Atmega Analog Two Pack

Back in February, [ProtoStack] posted a pretty good tutorial on how to do Analogue to Digital Conversion on an Atmega168. Based on a bread board, the tutorial also shows the often forgotten low pass filter on the AVCC lines to ensure an extra stable reference and an analog input connection to a simple voltage divider as a study point.

Moving on into the micro controller, the registers you’re going to need to twiddle are laid out and explained in detail. Finally you’re shown how to put it all together in a software project that outputs the analog reading onto a standard character LCD.

But hold on! There is more. Just released is a follow up to that tutorial which adds on Analogue to Digital Conversion Interrupts on an Atmega168A. So if you’re sitting there looking at an Arduino and want to know more about what’s going on under the hood, these are a good place to start.

7 thoughts on “Atmega Analog Two Pack

  1. The 2nd tutorial contains some wrong information:
    “Because we set the prescaler to 128, it take 128 clock cycles to read the analogue input. Whilst this is occuring we could be doing other things.”
    This is wrong, the prescaler is set to 128, however, it takes 13.5 ADC cycles to get the ADC sample. So it takes 1728 clock cycles to take the ADC sample.

    He also writes the ADIF bit in ADCSRA. But the datasheet says: “ADIF is cleared by hardware when executing the corresponding interrupt Handling Vector.” so there is no need for that.

    ReadTheFuckingDatasheet.

  2. @rusty:

    I’ll venture a guess that folks who actually take the time to understand this stuff are a little sick of the Arduino generation writing ‘tutorials’ when they don’t really understand what’s going on themselves. It’s the blind leading the blind.

    It’s an interesting phenomenon around blogging, actually. People learn something new to them and are excited by it, so they go off half-cocked and write a blog post explaining it to others. While those that have been doing this stuff for ages don’t find it particularly interesting or difficult enough to warrant a post. So the newbie-friendly educational material that ends up out there is fraught with error and misconception.

    At least that’s my take. If I had any idea what people needed help with on AVR I’d take a stab at writing my own blog on the topic, but alas it’s all in the datasheet so I don’t see where help is needed.
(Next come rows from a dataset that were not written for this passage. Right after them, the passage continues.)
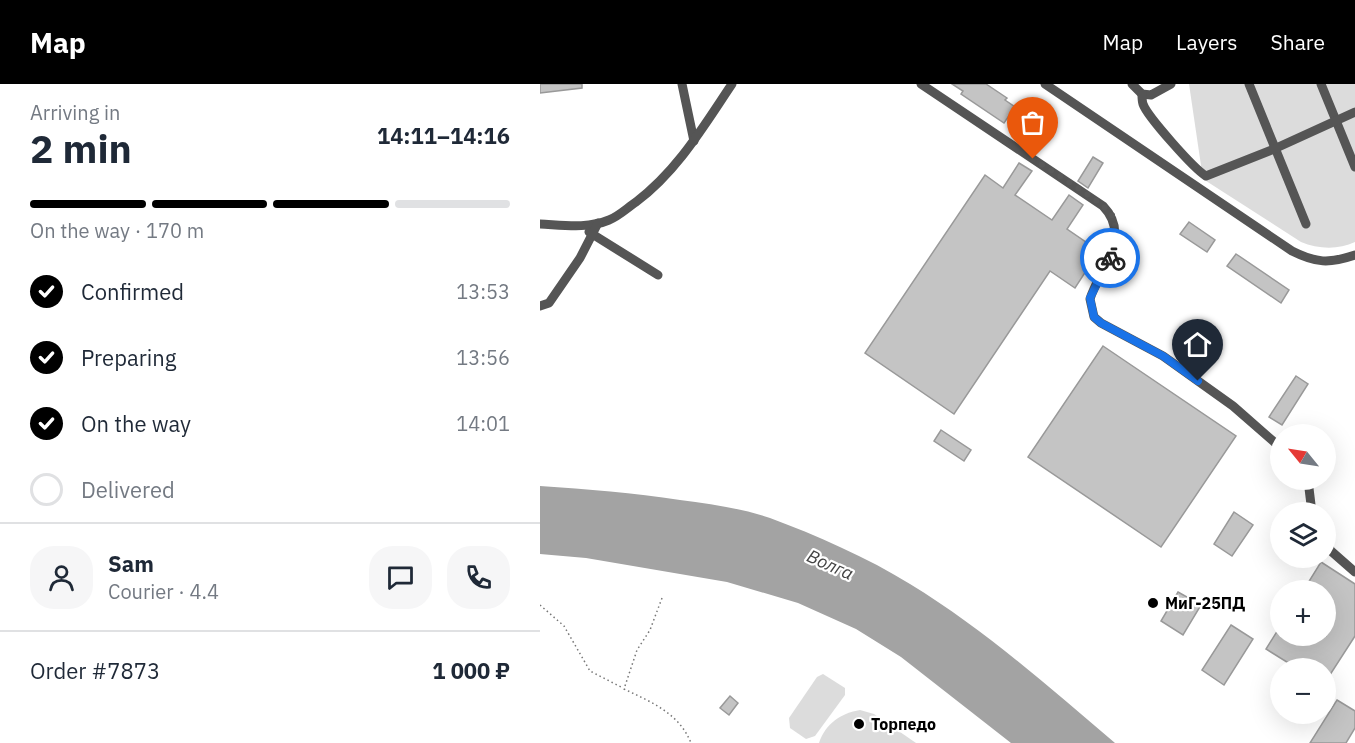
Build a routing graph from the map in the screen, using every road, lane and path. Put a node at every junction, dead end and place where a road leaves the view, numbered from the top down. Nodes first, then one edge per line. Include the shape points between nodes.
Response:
1 (682, 84) edge
2 (732, 84) edge
3 (921, 84) edge
4 (1045, 84) edge
5 (1132, 84) edge
6 (1171, 84) edge
7 (1250, 84) edge
8 (1321, 84) edge
9 (1142, 94) junction
10 (1355, 112) edge
11 (1335, 122) junction
12 (694, 141) junction
13 (1274, 149) junction
14 (1355, 167) edge
15 (598, 223) junction
16 (540, 224) edge
17 (1306, 224) dead end
18 (583, 226) junction
19 (592, 235) junction
20 (1355, 255) edge
21 (658, 275) dead end
22 (540, 306) edge
23 (1270, 438) edge
24 (1336, 555) edge
25 (1355, 572) edge
26 (662, 598) dead end
27 (540, 605) edge
28 (624, 689) junction
29 (691, 743) edge

1 - 12 street
2 - 12 street
3 - 23 street via 1113,216 1111,257 1090,298 1094,317 1163,356 1233,406
4 - 20 street via 1292,251 1312,261 1338,261
5 - 9 street
6 - 9 street via 1151,95
7 - 13 street
8 - 11 street
9 - 13 street via 1143,105 1155,121 1206,176
10 - 11 street
11 - 13 street
11 - 14 street
12 - 15 street via 663,179 618,215
13 - 17 street
15 - 18 street
15 - 19 street
16 - 18 street
18 - 19 street
19 - 21 street
19 - 22 street via 549,303
24 - 25 street
26 - 28 path via 650,630 637,650
27 - 28 path via 564,626 590,671
28 - 29 path via 666,710

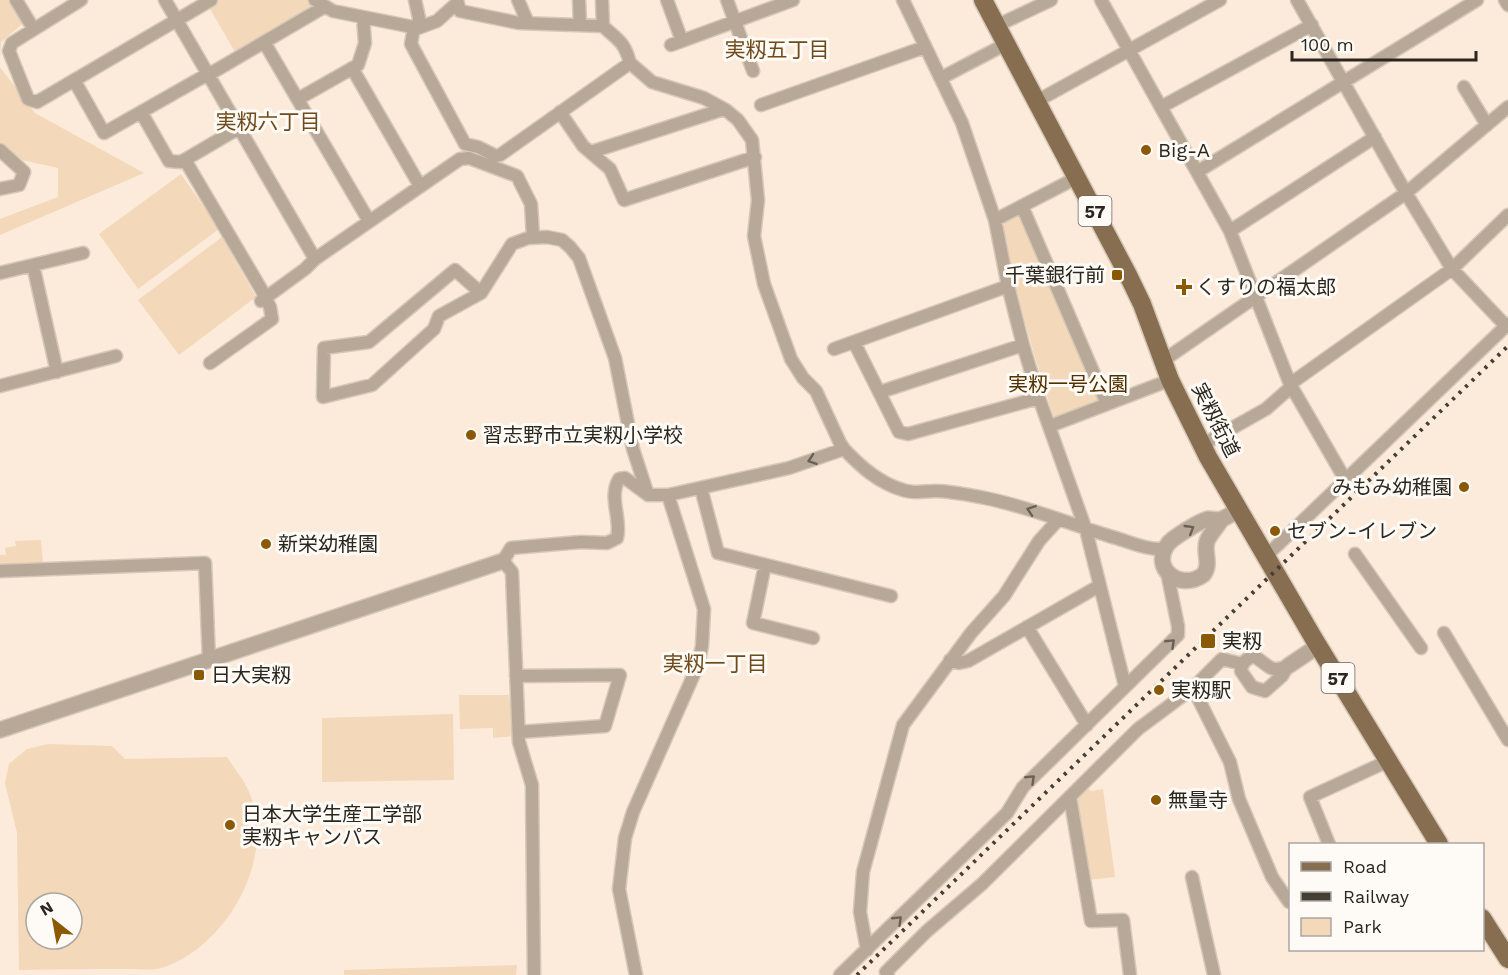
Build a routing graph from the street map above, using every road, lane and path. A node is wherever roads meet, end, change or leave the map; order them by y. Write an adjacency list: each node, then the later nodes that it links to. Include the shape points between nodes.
1 (16, 0): 32 (street)
2 (81, 0): 32 (street)
3 (165, 0): 24 (street)
4 (211, 0): 24 (street)
5 (415, 0): 31 (street, via 419,18)
6 (518, 0): 26 (street)
7 (579, 0): 27 (street)
8 (602, 0): 29 (street)
9 (667, 0): 25 (street, via 676,43)
10 (727, 0): 25 (street)
11 (903, 0): 35 (street)
12 (983, 0): 30 (main road, 実籾街道 / 57)
13 (1051, 0): 30 (street)
14 (1101, 0): 36 (street)
15 (1220, 0): 36 (street)
16 (1297, 0): 28 (street)
17 (1477, 0): 43 (street)
18 (1505, 0): 22 (street)
19 (457, 1): 26 (street, via 459,11); 31 (street, via 437,21)
20 (788, 1): 25 (street)
21 (319, 3): 23 (street, via 333,11); 33 (street)
22 (1508, 5)
23 (363, 17): 31 (street); 38 (street, via 363,54)
24 (177, 20): 40 (street); 42 (street)
25 (735, 21): 39 (street)
26 (528, 23): 27 (street)
27 (580, 25): 29 (street)
28 (1312, 25): 43 (street); 48 (street)
29 (603, 26): 37 (street, via 617,38)
30 (996, 26): 34 (main road, 実籾街道 / 57)
31 (416, 27): 57 (street, via 411,44)
32 (33, 28): 42 (street, via 12,43 9,51 28,99 37,102)
33 (264, 42): 40 (street); 45 (street)
34 (1006, 44): 41 (street); 46 (main road, 実籾街道 / 57)
35 (924, 47): 41 (street); 47 (street)
36 (1129, 50): 46 (street); 48 (street)
37 (630, 63): 50 (street, via 652,82 704,98); 52 (street)
38 (352, 68): 45 (street); 63 (street)
39 (753, 70)
40 (208, 74): 51 (street); 54 (street)
41 (941, 78): 69 (street, via 962,123)
42 (74, 80): 51 (street, via 104,134)
43 (1344, 82): 55 (street); 61 (street)
44 (1464, 87): 53 (street)
45 (298, 99): 68 (street)
46 (1037, 101): 62 (main road, 実籾街道 / 57)
47 (761, 105)
48 (1161, 107): 61 (street)
49 (1508, 107): 53 (street)
50 (724, 109): 58 (street); 59 (street, via 738,120 752,140)
51 (141, 112): 60 (street, via 169,161)
52 (560, 112): 57 (street, via 496,156); 58 (street)
53 (1487, 125): 65 (street)
54 (239, 128): 60 (street); 73 (street)
55 (1375, 137): 65 (street); 70 (street)
56 (0, 150): 64 (street, via 24,172 18,185)
57 (470, 152): 63 (street); 71 (street, via 517,176 531,204)
58 (591, 152): 59 (street, via 610,170 624,200)
59 (755, 157): 97 (street, via 758,200 754,236 764,284 791,359 816,391)
60 (185, 160): 80 (street)
61 (1197, 172): 70 (street)
62 (1078, 177): 66 (street); 86 (main road, 実籾街道 / 57, via 1128,275)
63 (420, 186): 68 (street)
64 (0, 189)
65 (1406, 193): 75 (street); 79 (street)
66 (1022, 206): 69 (street); 94 (street)
67 (1508, 215): 75 (street)
68 (369, 220): 73 (street)
69 (995, 220): 77 (street)
70 (1230, 231): 79 (street)
71 (533, 237): 78 (street, via 512,244); 100 (street, via 562,240 579,258 615,358 633,449)
72 (83, 253): 74 (street)
73 (315, 259): 80 (street)
74 (33, 265): 76 (street); 88 (street)
75 (1452, 269): 81 (street); 91 (street)
76 (0, 273)
77 (1008, 286): 82 (street); 83 (street)
78 (481, 293): 78 (street, via 455,270 369,342 324,348 323,397 372,385 434,329 439,316)
79 (1255, 297): 86 (street); 91 (street)
80 (263, 299): 87 (street, via 270,307 272,319)
81 (1507, 325): 98 (street)
82 (854, 342): 84 (street); 92 (street)
83 (1023, 345): 92 (street); 93 (street)
84 (834, 349)
85 (116, 356): 88 (street)
86 (1164, 360): 89 (main road, 実籾街道 / 57)
87 (210, 363)
88 (57, 372): 90 (street)
89 (1170, 380): 94 (street); 96 (main road, 実籾街道 / 57)
90 (0, 386)
91 (1291, 386): 96 (street, via 1266,409); 98 (street)
92 (880, 392): 93 (street, via 899,432 908,434)
93 (1040, 398): 95 (street)
94 (1107, 404): 95 (street)
95 (1050, 426): 105 (street)
96 (1202, 445): 102 (main road, 実籾街道 / 57)
97 (844, 449): 99 (street, one-way to 99, via 789,468); 103 (street, one-way to 97, via 986,498 935,490 905,491 879,480)
98 (1346, 481): 108 (street)
99 (701, 488): 101 (street); 110 (street, via 718,553)
100 (648, 495): 101 (street); 109 (street, via 626,478 618,479 614,487 620,529 617,538 607,543 511,548)
101 (668, 495): 141 (street, via 704,609 702,646 698,665 624,839 619,889)
102 (1238, 510): 104 (street); 108 (main road, 実籾街道 / 57)
103 (1058, 520): 105 (street); 121 (street, via 1039,541 1004,596)
104 (1221, 520): 106 (street, one-way to 104, via 1170,541 1206,520); 112 (street, via 1208,539 1208,563 1203,575 1181,581)
105 (1086, 530): 106 (street); 113 (street)
106 (1164, 549): 112 (street)
107 (1355, 554): 119 (street)
108 (1265, 556): 118 (main road, 実籾街道 / 57)
109 (503, 561): 120 (street); 124 (street, via 512,572)
110 (765, 565): 114 (street); 117 (street, via 753,623)
111 (0, 571): 120 (street, via 205,563)
112 (1167, 572): 125 (street, one-way to 112, via 1178,635)
113 (1099, 586): 115 (street); 125 (street)
114 (891, 596)
115 (1027, 627): 121 (street, via 968,661); 127 (street)
116 (1444, 633): 130 (street)
117 (813, 638)
118 (1318, 646): 123 (street); 131 (main road, 実籾街道 / 57)
119 (1421, 648)
120 (209, 660): 128 (street)
121 (950, 660): 138 (street, via 903,725 863,872 860,912)
122 (1242, 664): 123 (street, via 1253,656 1272,670); 123 (street, via 1241,671 1252,687 1265,691); 126 (street, via 1222,659)
123 (1288, 666)
124 (516, 676): 129 (street); 129 (street, via 620,675 605,726)
125 (1125, 686): 127 (street)
126 (1193, 688): 132 (street, via 1138,729); 136 (street, via 1230,762 1239,799 1272,876)
127 (1087, 725): 138 (street, one-way to 127, via 1007,813 1023,787)
128 (0, 730)
129 (519, 732): 140 (street, via 532,785)
130 (1508, 740)
131 (1388, 761): 133 (street, via 1310,797); 134 (main road, 実籾街道 / 57)
132 (1070, 797): 143 (street, via 982,884 927,931 886,972); 144 (street, via 1091,921 1123,920)
133 (1329, 843)
134 (1438, 843)
135 (1192, 878): 145 (street)
136 (1289, 902)
137 (1484, 921): 139 (main road)
138 (867, 950): 142 (street)
139 (1508, 959)
140 (534, 975)
141 (636, 975)
142 (840, 975)
143 (888, 975)
144 (1130, 975)
145 (1214, 975)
  3. The (unnamed) ProtoStack guy doesn’t come off as an Arduino-generation newbie to me at all. I think it’s more likely he just made a couple of minor mistakes in reading the datasheet. His articles are well written and of a high standard in general, and I’m sure he appreciates corrections to his articles without being attacked on a personal level.

  4. He comes of to me has “used the ADC once or twice, and wrote a tutorial by skimming over the datasheet”

    The datasheet has atleast 2 pages dedicated to the timing of the ADC. It’s not something you should miss.

    I’m all for tutorials to get people off the arduino and into the better programming space. But this isn’t difficult stuff, it’s quite basic.